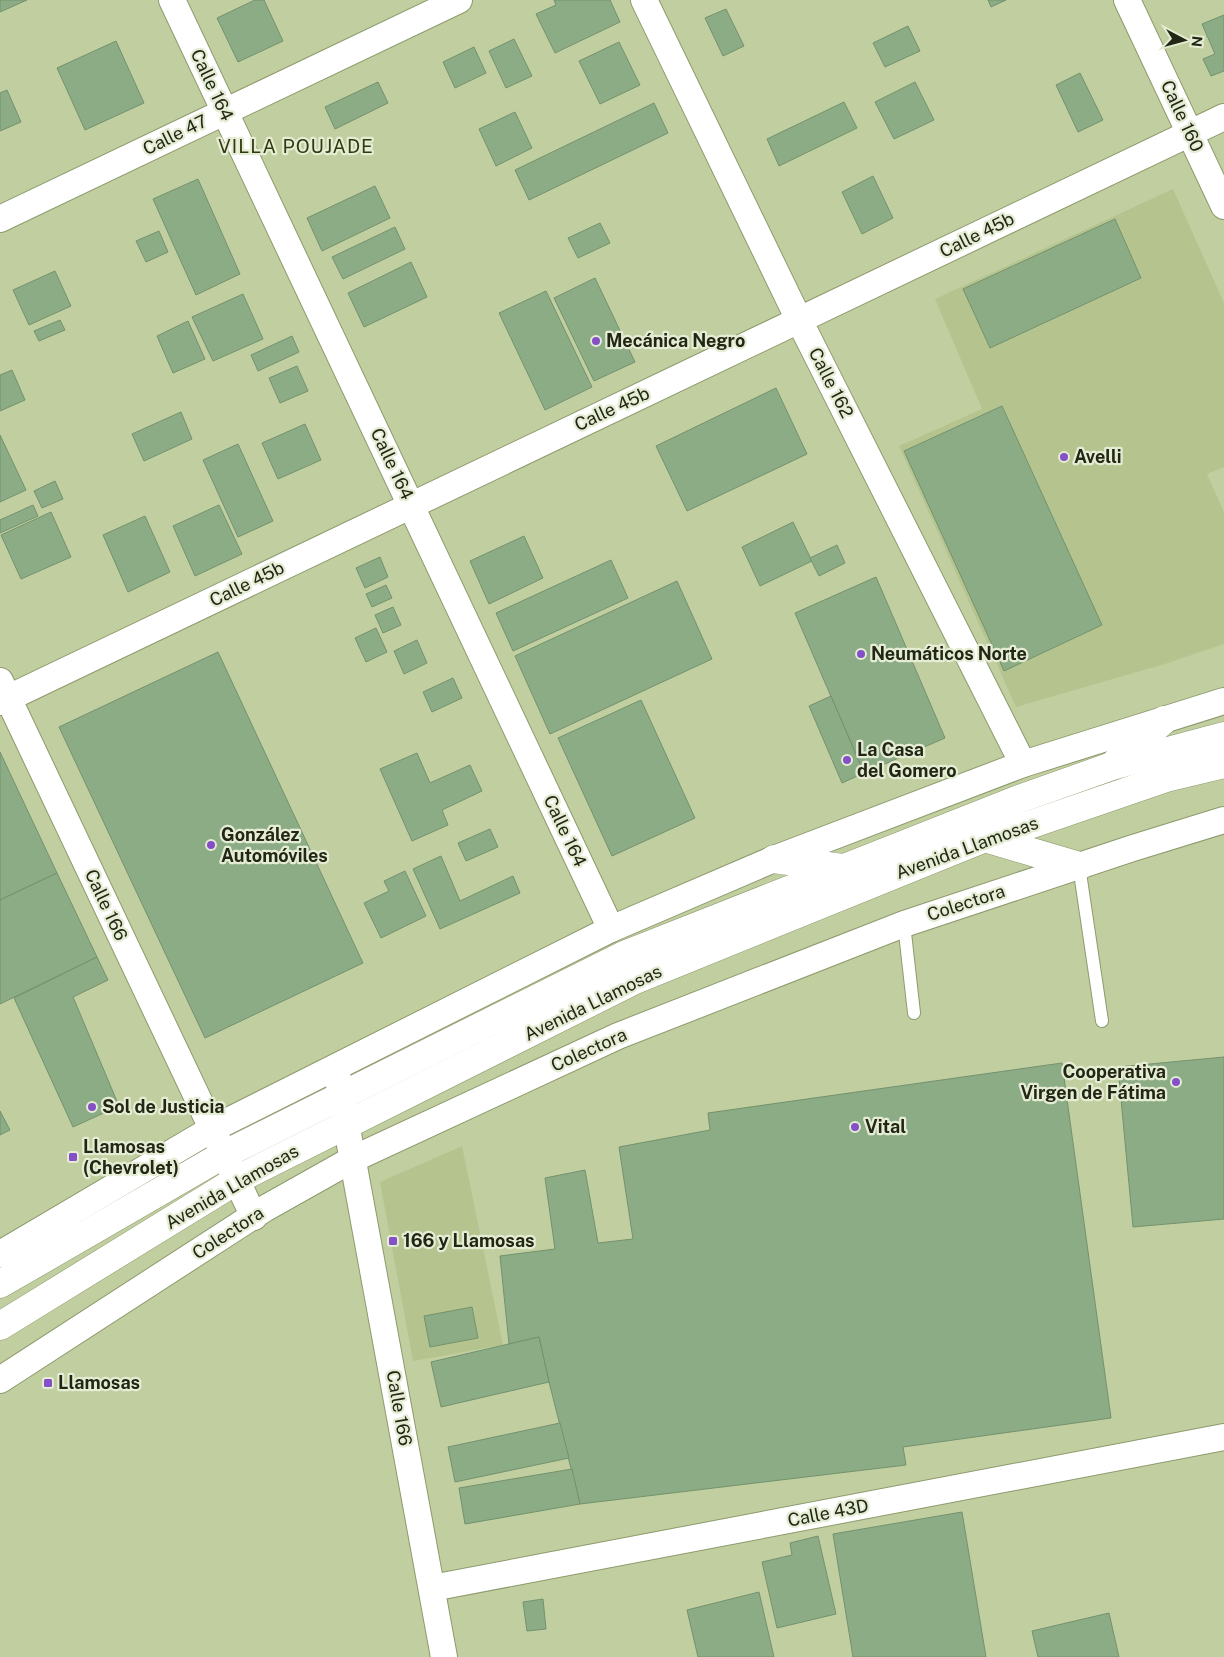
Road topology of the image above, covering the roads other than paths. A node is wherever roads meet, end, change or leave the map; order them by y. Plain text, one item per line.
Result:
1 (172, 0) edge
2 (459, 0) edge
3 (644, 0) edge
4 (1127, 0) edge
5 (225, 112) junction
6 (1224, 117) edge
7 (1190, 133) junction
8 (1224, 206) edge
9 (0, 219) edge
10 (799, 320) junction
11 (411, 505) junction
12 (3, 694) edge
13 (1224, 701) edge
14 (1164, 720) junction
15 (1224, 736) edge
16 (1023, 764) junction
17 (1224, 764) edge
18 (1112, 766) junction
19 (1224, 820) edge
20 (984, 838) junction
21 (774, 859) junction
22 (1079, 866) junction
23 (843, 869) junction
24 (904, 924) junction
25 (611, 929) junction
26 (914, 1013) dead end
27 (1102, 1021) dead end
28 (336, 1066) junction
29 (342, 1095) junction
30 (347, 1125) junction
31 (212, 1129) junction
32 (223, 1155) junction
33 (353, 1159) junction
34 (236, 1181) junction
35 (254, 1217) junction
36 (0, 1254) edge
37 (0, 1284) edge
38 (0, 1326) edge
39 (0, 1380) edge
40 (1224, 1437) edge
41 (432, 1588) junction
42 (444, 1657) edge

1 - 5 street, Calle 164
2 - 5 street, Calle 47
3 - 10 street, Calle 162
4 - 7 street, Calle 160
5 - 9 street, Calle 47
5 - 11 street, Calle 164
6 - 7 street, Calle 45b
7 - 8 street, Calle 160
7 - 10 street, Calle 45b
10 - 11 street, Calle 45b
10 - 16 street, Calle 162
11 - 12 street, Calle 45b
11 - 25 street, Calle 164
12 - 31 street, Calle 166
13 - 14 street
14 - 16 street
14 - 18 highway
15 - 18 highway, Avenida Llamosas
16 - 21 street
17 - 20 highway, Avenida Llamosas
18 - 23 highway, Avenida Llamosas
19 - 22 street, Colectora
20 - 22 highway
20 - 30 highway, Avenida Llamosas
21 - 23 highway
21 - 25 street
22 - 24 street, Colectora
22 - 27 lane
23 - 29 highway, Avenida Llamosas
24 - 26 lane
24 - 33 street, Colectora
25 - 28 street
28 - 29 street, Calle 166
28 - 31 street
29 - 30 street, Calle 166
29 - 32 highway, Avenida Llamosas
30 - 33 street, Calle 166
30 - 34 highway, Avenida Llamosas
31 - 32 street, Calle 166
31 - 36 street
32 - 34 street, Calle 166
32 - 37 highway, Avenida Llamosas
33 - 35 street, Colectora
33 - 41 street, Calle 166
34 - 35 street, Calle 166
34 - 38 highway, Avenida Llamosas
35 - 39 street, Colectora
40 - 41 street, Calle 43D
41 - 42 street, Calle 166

------------------------------------------------------------------------

Task to carry out — In transcribing the lines above, omit the images and keep all else exact.

Your solution —
Road topology of the image above, covering the roads other than paths. A node is wherever roads meet, end, change or leave the map; order them by y. Plain text, one item per line.
Result:
1 (172, 0) edge
2 (459, 0) edge
3 (644, 0) edge
4 (1127, 0) edge
5 (225, 112) junction
6 (1224, 117) edge
7 (1190, 133) junction
8 (1224, 206) edge
9 (0, 219) edge
10 (799, 320) junction
11 (411, 505) junction
12 (3, 694) edge
13 (1224, 701) edge
14 (1164, 720) junction
15 (1224, 736) edge
16 (1023, 764) junction
17 (1224, 764) edge
18 (1112, 766) junction
19 (1224, 820) edge
20 (984, 838) junction
21 (774, 859) junction
22 (1079, 866) junction
23 (843, 869) junction
24 (904, 924) junction
25 (611, 929) junction
26 (914, 1013) dead end
27 (1102, 1021) dead end
28 (336, 1066) junction
29 (342, 1095) junction
30 (347, 1125) junction
31 (212, 1129) junction
32 (223, 1155) junction
33 (353, 1159) junction
34 (236, 1181) junction
35 (254, 1217) junction
36 (0, 1254) edge
37 (0, 1284) edge
38 (0, 1326) edge
39 (0, 1380) edge
40 (1224, 1437) edge
41 (432, 1588) junction
42 (444, 1657) edge

1 - 5 street, Calle 164
2 - 5 street, Calle 47
3 - 10 street, Calle 162
4 - 7 street, Calle 160
5 - 9 street, Calle 47
5 - 11 street, Calle 164
6 - 7 street, Calle 45b
7 - 8 street, Calle 160
7 - 10 street, Calle 45b
10 - 11 street, Calle 45b
10 - 16 street, Calle 162
11 - 12 street, Calle 45b
11 - 25 street, Calle 164
12 - 31 street, Calle 166
13 - 14 street
14 - 16 street
14 - 18 highway
15 - 18 highway, Avenida Llamosas
16 - 21 street
17 - 20 highway, Avenida Llamosas
18 - 23 highway, Avenida Llamosas
19 - 22 street, Colectora
20 - 22 highway
20 - 30 highway, Avenida Llamosas
21 - 23 highway
21 - 25 street
22 - 24 street, Colectora
22 - 27 lane
23 - 29 highway, Avenida Llamosas
24 - 26 lane
24 - 33 street, Colectora
25 - 28 street
28 - 29 street, Calle 166
28 - 31 street
29 - 30 street, Calle 166
29 - 32 highway, Avenida Llamosas
30 - 33 street, Calle 166
30 - 34 highway, Avenida Llamosas
31 - 32 street, Calle 166
31 - 36 street
32 - 34 street, Calle 166
32 - 37 highway, Avenida Llamosas
33 - 35 street, Colectora
33 - 41 street, Calle 166
34 - 35 street, Calle 166
34 - 38 highway, Avenida Llamosas
35 - 39 street, Colectora
40 - 41 street, Calle 43D
41 - 42 street, Calle 166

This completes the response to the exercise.